» WHAT TO PRODUCE
From the entries below, please gather each line containing the string "dead".

» Dataset items
+ + + + +

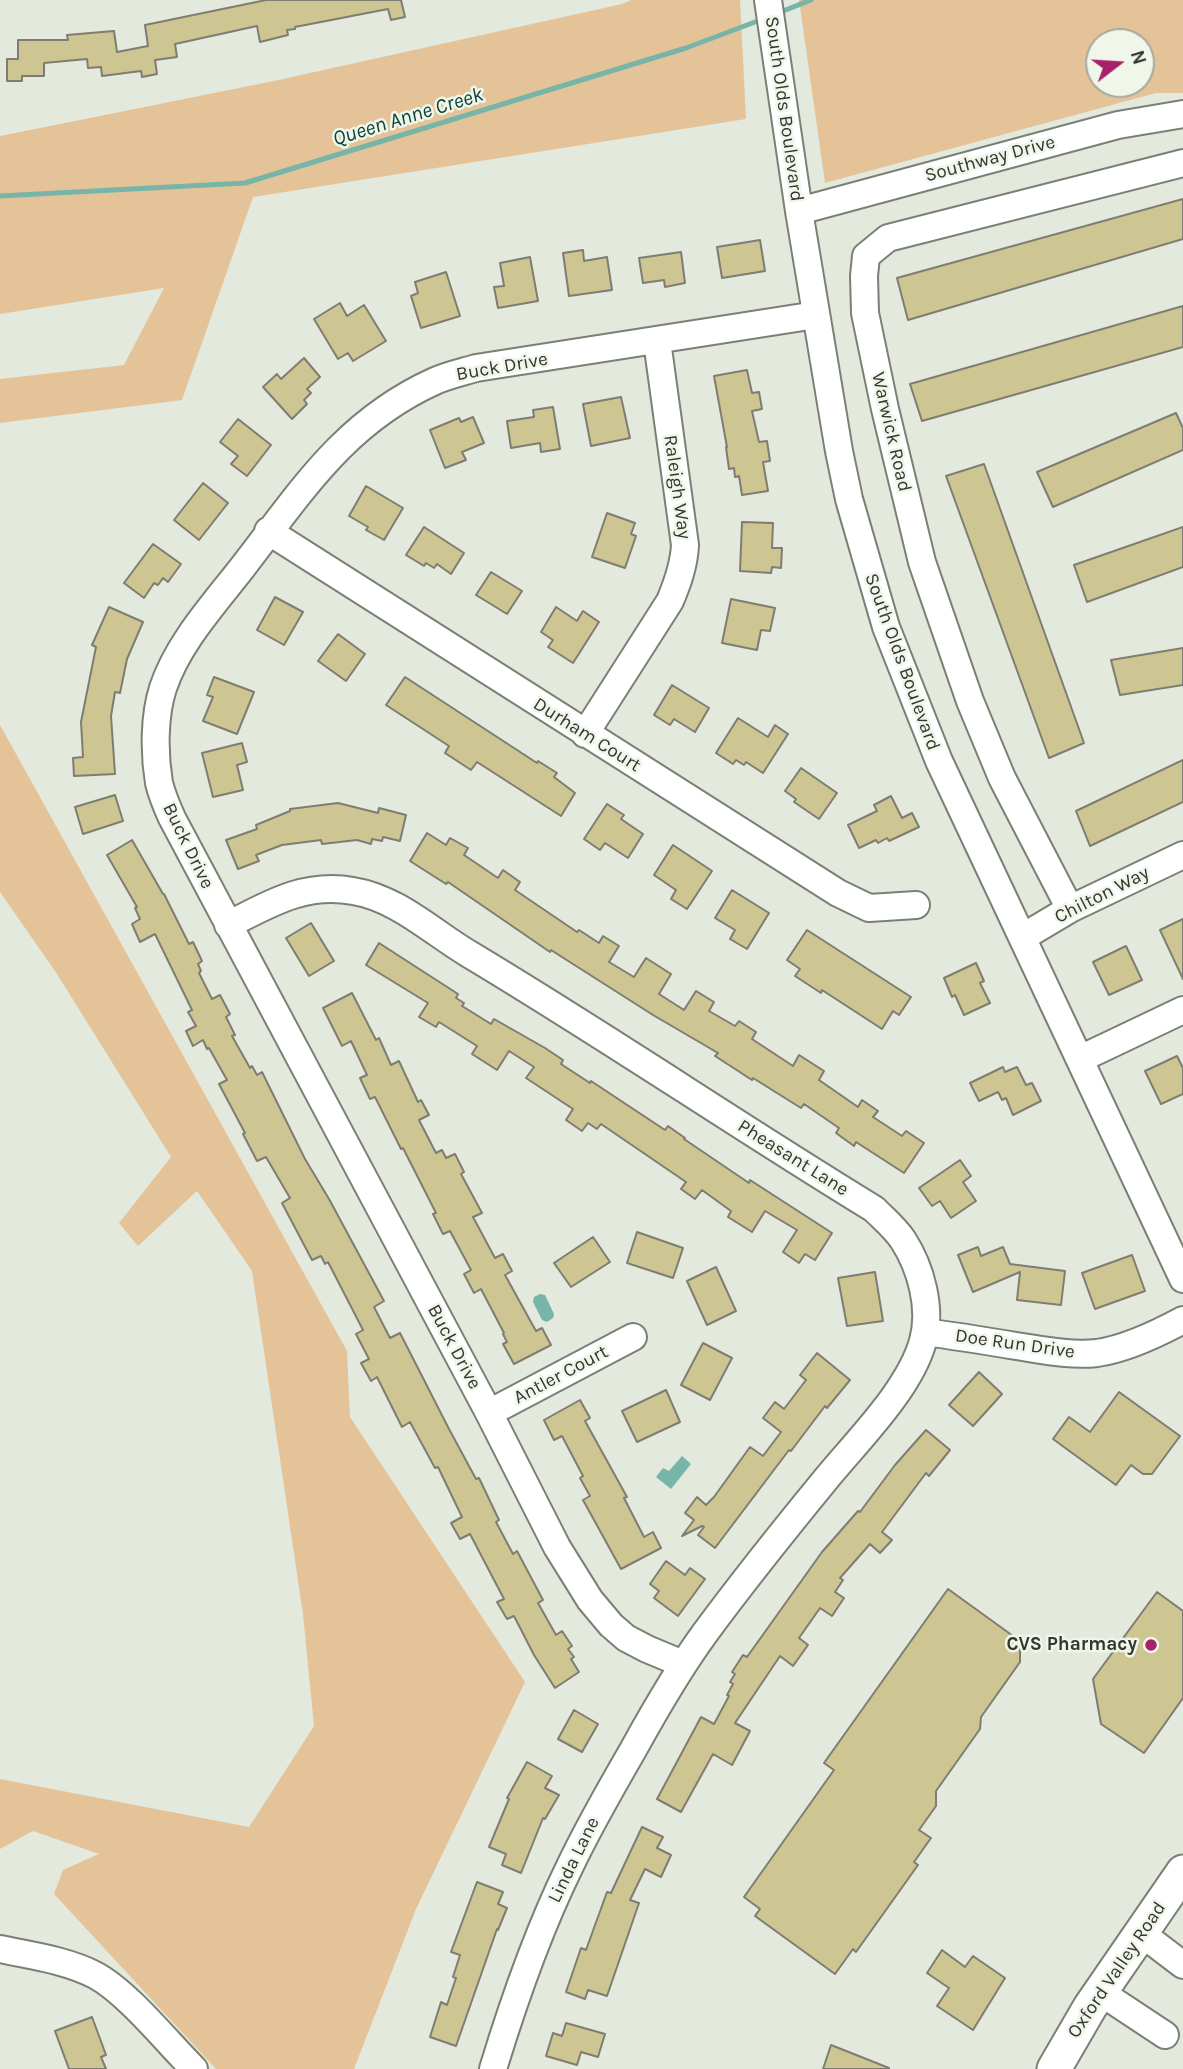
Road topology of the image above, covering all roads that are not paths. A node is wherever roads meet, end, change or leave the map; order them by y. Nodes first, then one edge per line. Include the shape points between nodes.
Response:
1 (768, 0) edge
2 (1183, 114) edge
3 (1183, 163) edge
4 (799, 211) junction
5 (816, 315) junction
6 (657, 341) junction
7 (268, 531) junction
8 (585, 734) junction
9 (1183, 855) edge
10 (916, 905) dead end
11 (1070, 909) junction
12 (228, 925) junction
13 (1023, 937) junction
14 (1183, 1010) edge
15 (1080, 1059) junction
16 (1177, 1251) edge
17 (1183, 1279) edge
18 (1183, 1320) edge
19 (925, 1332) junction
20 (633, 1337) dead end
21 (489, 1413) junction
22 (683, 1664) junction
23 (1183, 1872) edge
24 (1141, 1933) junction
25 (0, 1949) edge
26 (1183, 1965) edge
27 (1100, 1992) junction
28 (1165, 2035) dead end
29 (166, 2057) edge
30 (194, 2069) edge
31 (493, 2069) edge
32 (1054, 2069) edge

1 - 4 street, South Olds Boulevard
2 - 4 street, Southway Drive via 1118,125
3 - 11 street, Warwick Road via 888,238 866,256 865,313 922,562 1002,778
4 - 5 street, South Olds Boulevard
5 - 6 street, Buck Drive
5 - 13 street, South Olds Boulevard via 849,499 886,627 939,761
6 - 7 street, Buck Drive via 476,368 438,380 404,397 351,435
6 - 8 street, Raleigh Way via 684,561 670,601
7 - 8 street, Durham Court
7 - 12 street, Buck Drive via 186,643 160,702 156,745 161,790
8 - 10 street, Durham Court via 838,893 869,908
9 - 11 street, Chilton Way
11 - 13 street, Chilton Way
12 - 19 street, Pheasant Lane via 298,892 326,889 379,898 405,912 874,1209 902,1238 920,1274
12 - 21 street, Buck Drive
13 - 15 street, South Olds Boulevard
14 - 15 street
15 - 16 street, South Olds Boulevard
16 - 17 street, South Olds Boulevard
18 - 19 street, Doe Run Drive via 1122,1347 1078,1354
19 - 22 street, Pheasant Lane via 903,1384
20 - 21 street, Antler Court
21 - 22 street, Buck Drive via 557,1547 590,1600 626,1638
22 - 31 street, Linda Lane via 569,1867 537,1941
23 - 24 main road, Oxford Valley Road
24 - 26 street
24 - 27 main road, Oxford Valley Road
25 - 29 street via 66,1963 106,1982 135,2008
27 - 28 street
27 - 32 main road, Oxford Valley Road
29 - 30 street

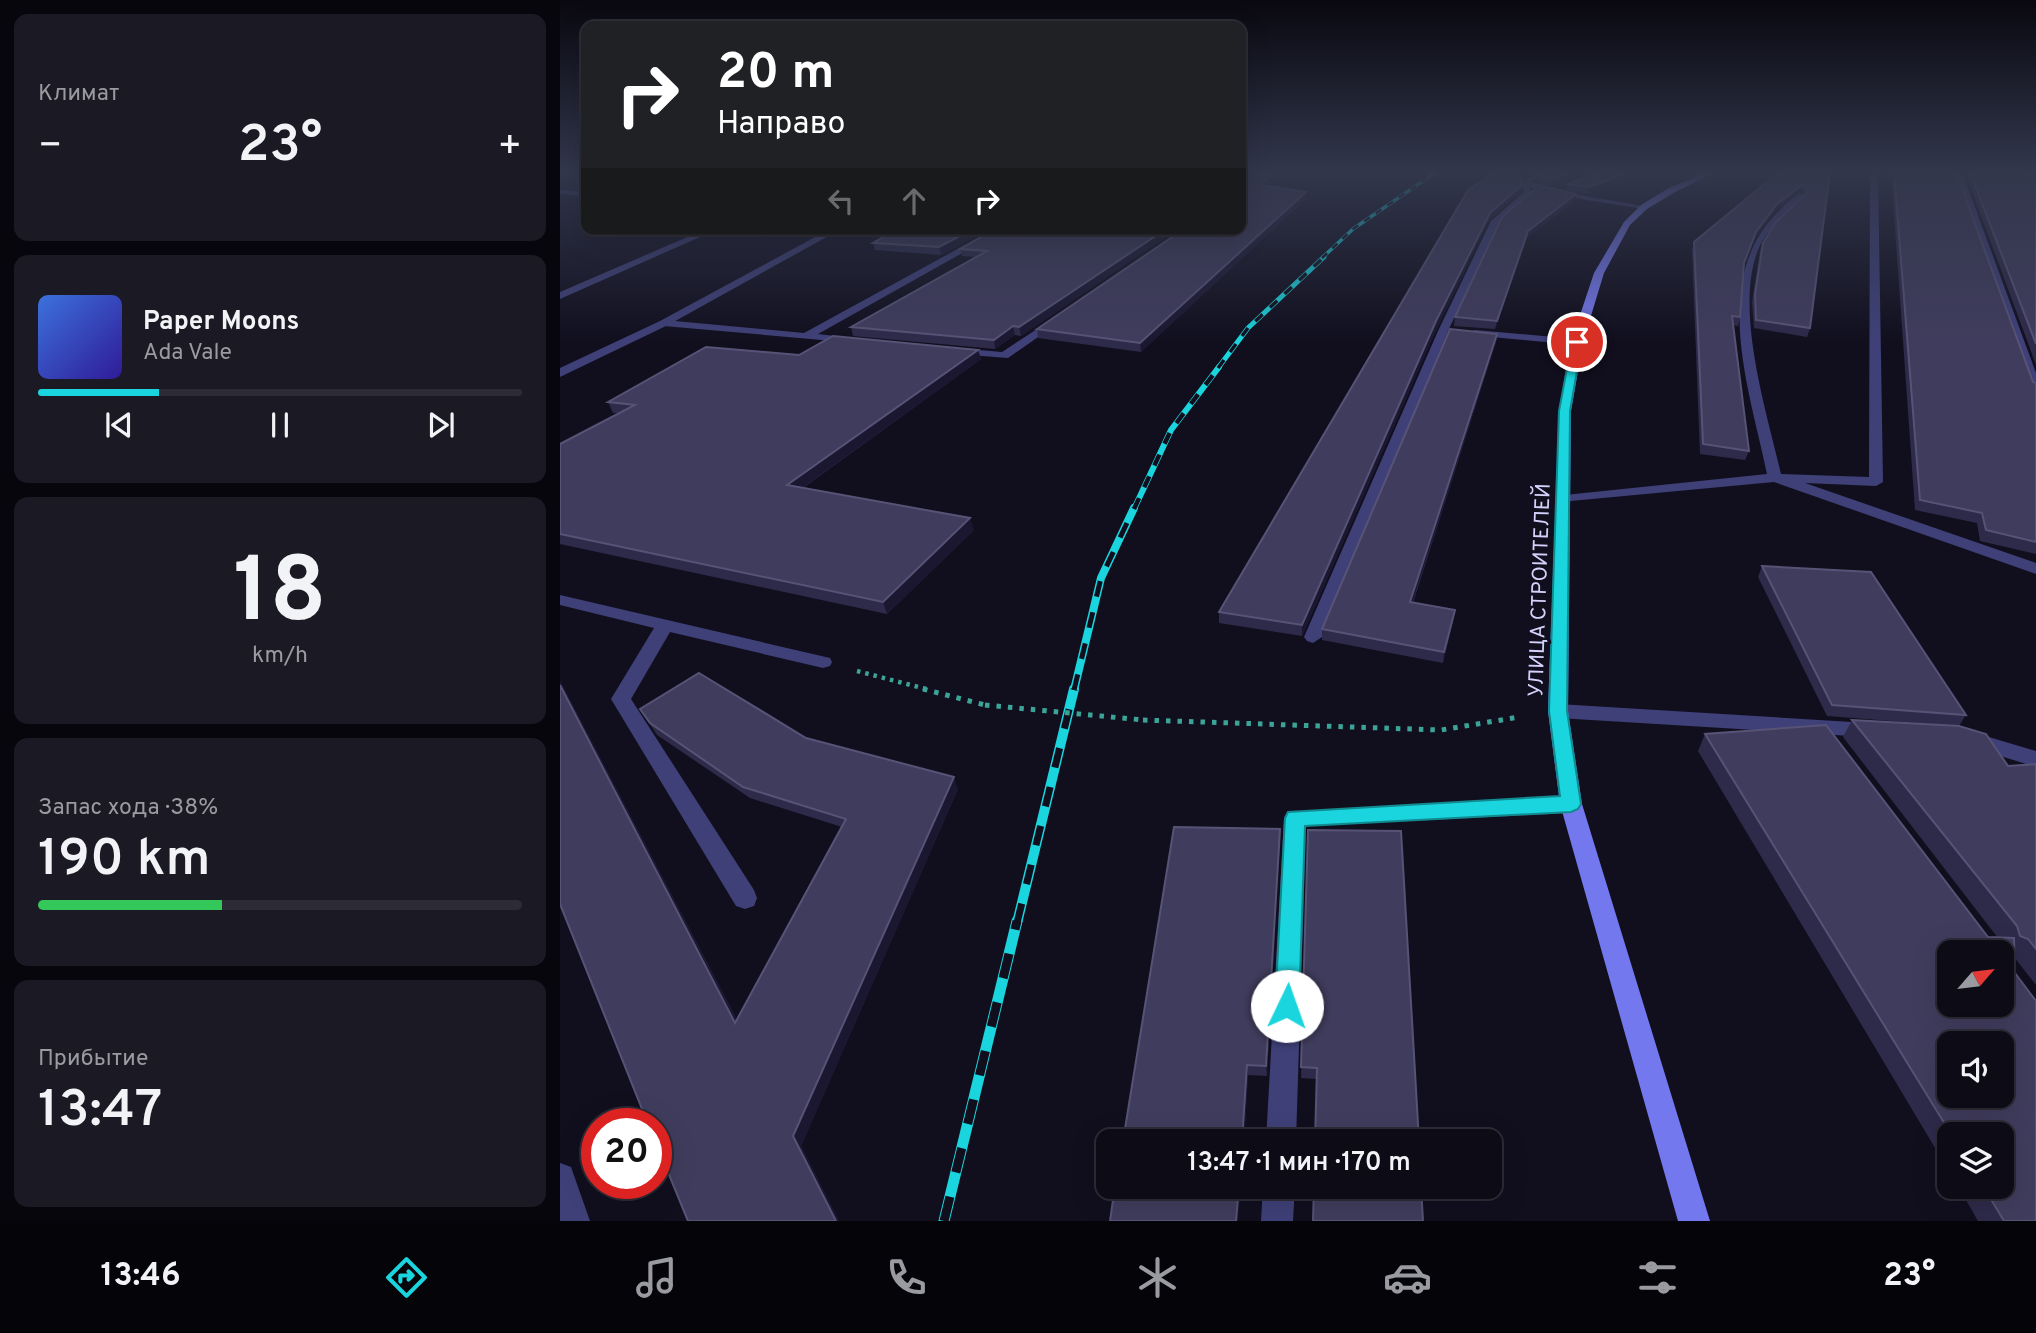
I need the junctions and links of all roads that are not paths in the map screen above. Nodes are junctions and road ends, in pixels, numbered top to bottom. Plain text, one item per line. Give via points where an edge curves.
1 (1491, 229) edge
2 (1624, 229) edge
3 (1768, 229) edge
4 (1874, 229) edge
5 (1978, 229) edge
6 (700, 235) edge
7 (826, 235) edge
8 (990, 235) edge
9 (560, 296) edge
10 (1072, 308) edge
11 (664, 323) junction
12 (1443, 331) junction
13 (805, 337) junction
14 (1577, 342) junction
15 (871, 343) edge
16 (937, 349) edge
17 (560, 373) edge
18 (2036, 390) edge
19 (1775, 478) junction
20 (1565, 499) junction
21 (2036, 569) edge
22 (560, 600) edge
23 (665, 625) junction
24 (1313, 637) dead end
25 (823, 663) road end
26 (1558, 711) junction
27 (1821, 728) junction
28 (1885, 731) edge
29 (1949, 733) edge
30 (1837, 749) edge
31 (2036, 759) edge
32 (1571, 804) junction
33 (745, 898) dead end
34 (1282, 1129) edge
35 (560, 1178) edge
36 (1279, 1199) edge
37 (574, 1221) edge
38 (1278, 1221) edge
39 (1694, 1221) edge

1 - 12 street
2 - 14 main road, УЛИЦА СТРОИТЕЛЕЙ via 1599,273
3 - 19 street via 1751,257 1745,323
4 - 19 street via 1876,482
5 - 18 street
6 - 9 street
7 - 11 street
8 - 13 street
10 - 16 street via 1004,356
11 - 13 street
11 - 17 street
12 - 14 street
12 - 24 street
13 - 15 street
14 - 20 main road, УЛИЦА СТРОИТЕЛЕЙ via 1564,411
19 - 20 street
19 - 21 street
20 - 26 main road, УЛИЦА СТРОИТЕЛЕЙ
22 - 23 street
23 - 25 street
23 - 33 street via 621,699
26 - 27 street
26 - 32 main road, УЛИЦА СТРОИТЕЛЕЙ
27 - 28 street
27 - 30 street
29 - 31 street
32 - 34 street via 1295,818
32 - 39 main road, УЛИЦА СТРОИТЕЛЕЙ
35 - 37 street
36 - 38 street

+ + + + +

» ANSWER SPACE
10 (916, 905) dead end
20 (633, 1337) dead end
28 (1165, 2035) dead end
24 (1313, 637) dead end
33 (745, 898) dead end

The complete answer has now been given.